On Monday, gunmen in police uniforms killed the brother of Iraqi Sunni Vice President Tareq al-Hashemi in northern Baghdad.
Amer al-Hashemi, a Major General in the Iraqi army, was at home in Sulaikh when gunmen stormed into the house and killed him, news agencies reported.
“Gunmen in police uniforms and in 10 police cars arrested his bodyguards and then entered his house and killed him,” a police source said.
Hashemi’s sister, Meysoun, and another brother, Mahmoud, had been killed by gunmen earlier this year.
Tareq al-Hashemi’s Iraqi Islamic Party, the largest in the main Sunni political bloc in parliament, has accused Tehran of arming outlawed Shiite militias which have largely infiltrated Iraqs Interior Ministry.
On September 30, the governor of the northern town of Soleiman-bak Mohammad Qassem Ahmad al-Bayati was killed by unknown assailants.
Soleiman-bak, near the city of Kirkuk, is situated in Saladin Province.
Al-Bayati was among 1,163 tribal leaders and sheikhs who signed a statement affirming the Mojahedins political refugee status in Iraq. The MeK accused Tehran of masterminding his killing.
Also in September, the spokesman for the Maram alliance, Muhammad Shihab al-Dulaymi, was gunned down in Baghdad.
Maram is the Arabic acronym for Conference Rejecting Rigged Elections (Mutamar Rafadi al-Intikhabat al-Muzawwara). The alliance is comprised of some 42 mainly Sunni and secular political entities including the Iraqi Accord Front, the Iraqi Front for National Dialogue and the secular Iraqi National List which is headed by former Iraqi Prime Minister Ayad Allawi.
Several weeks before his assassination, al-Dulaymi appeared on the Iranian opposition satellite channel Simaye-Azadi and defended the MeKs right to political refugee status in Iraq.

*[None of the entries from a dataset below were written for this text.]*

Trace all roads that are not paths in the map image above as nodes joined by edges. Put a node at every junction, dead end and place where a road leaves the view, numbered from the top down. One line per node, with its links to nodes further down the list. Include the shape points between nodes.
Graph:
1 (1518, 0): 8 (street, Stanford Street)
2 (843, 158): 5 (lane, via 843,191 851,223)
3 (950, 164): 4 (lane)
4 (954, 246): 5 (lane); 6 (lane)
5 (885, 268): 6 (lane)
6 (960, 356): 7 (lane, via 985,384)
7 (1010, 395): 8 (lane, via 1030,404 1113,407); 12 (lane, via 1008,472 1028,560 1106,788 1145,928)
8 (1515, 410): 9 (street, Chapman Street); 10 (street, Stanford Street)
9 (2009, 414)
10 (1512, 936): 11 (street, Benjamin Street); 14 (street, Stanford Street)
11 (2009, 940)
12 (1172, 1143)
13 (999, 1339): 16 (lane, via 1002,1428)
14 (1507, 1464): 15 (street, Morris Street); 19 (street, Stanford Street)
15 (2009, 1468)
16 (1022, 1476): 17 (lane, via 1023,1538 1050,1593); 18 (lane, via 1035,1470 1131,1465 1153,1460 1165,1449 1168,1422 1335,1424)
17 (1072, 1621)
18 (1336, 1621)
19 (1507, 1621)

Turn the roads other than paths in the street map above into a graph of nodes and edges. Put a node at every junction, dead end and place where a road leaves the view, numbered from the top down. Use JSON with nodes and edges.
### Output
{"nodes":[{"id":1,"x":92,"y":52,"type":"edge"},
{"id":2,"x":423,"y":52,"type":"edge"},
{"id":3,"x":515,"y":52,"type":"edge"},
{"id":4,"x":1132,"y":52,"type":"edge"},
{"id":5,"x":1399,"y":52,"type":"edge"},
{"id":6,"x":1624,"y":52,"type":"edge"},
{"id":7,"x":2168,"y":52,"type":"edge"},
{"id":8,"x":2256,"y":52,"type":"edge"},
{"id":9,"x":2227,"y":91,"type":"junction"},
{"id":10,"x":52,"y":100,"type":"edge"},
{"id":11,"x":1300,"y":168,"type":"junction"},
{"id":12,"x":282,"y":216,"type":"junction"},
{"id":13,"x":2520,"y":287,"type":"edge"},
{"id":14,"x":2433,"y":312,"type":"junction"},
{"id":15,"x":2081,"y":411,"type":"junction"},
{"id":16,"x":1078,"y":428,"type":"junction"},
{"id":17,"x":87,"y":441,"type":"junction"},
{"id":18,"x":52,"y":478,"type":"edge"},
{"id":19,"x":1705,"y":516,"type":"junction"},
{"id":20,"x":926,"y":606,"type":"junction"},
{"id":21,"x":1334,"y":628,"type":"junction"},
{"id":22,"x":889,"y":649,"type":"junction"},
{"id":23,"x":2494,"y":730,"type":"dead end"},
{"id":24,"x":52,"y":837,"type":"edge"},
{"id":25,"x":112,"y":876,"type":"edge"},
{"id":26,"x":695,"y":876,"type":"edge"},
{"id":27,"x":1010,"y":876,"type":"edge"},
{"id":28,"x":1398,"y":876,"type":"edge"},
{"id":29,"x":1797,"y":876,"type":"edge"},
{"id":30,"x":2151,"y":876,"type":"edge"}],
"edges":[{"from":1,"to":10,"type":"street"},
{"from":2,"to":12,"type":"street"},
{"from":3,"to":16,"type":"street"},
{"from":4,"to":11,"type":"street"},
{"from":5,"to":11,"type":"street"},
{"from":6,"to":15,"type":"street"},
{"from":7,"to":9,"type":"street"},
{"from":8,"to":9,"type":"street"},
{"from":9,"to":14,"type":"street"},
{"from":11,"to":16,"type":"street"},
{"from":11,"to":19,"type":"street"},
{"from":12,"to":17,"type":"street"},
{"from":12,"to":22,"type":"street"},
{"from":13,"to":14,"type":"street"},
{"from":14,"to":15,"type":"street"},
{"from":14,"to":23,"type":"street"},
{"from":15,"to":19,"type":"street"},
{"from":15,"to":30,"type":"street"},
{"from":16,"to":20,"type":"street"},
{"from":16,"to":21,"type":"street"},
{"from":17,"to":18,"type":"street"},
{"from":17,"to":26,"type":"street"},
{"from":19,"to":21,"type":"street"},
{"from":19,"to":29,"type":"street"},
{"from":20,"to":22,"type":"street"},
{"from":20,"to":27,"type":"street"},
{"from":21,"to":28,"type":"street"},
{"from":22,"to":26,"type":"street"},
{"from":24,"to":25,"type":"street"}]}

Despite a government ban, two major armed Shiite militias operate in Iraq: The Mehdi Army of firebrand Shiite cleric Moqtada Sadr and the Badr Organisation, which is the military wing of the Supreme Council for Islamic Revolution in Iraq (SCIRI). Iraqi and United States officials routinely accuse Tehran of funding and arming both militias.
Irans Judiciary Chief Ayatollah Mahmoud Hashemi Shahroudi was the groups chairman for several years after its founding while Mohammed Baqer al-Hakim was appointed as the groups spokesman. Mohammed Baqer al-Hakim, the elder brother of Abdul Aziz al-Hakim, was killed in a bomb explosion in August 2003 in the holy city of Najaf.
The group still maintains strong ties with Tehran and strongly backs greater Iranian presence in Iraq.
Meanwhile, the MeK has openly charged that Tehran is systematically carrying out terrorist attacks against Iraqs democratic forces. Engulfed in crisis, the Iranian regime will not stop at any crime in order to advance its ominous objectives in Iraq. For this reason, it is carrying out inhumane and heinous terrorist attacks on this countrys national and democratic personalities, in particular targeting progressive clerics who oppose fundamentalism, MeK secretary general Seddigheh Hosseini said.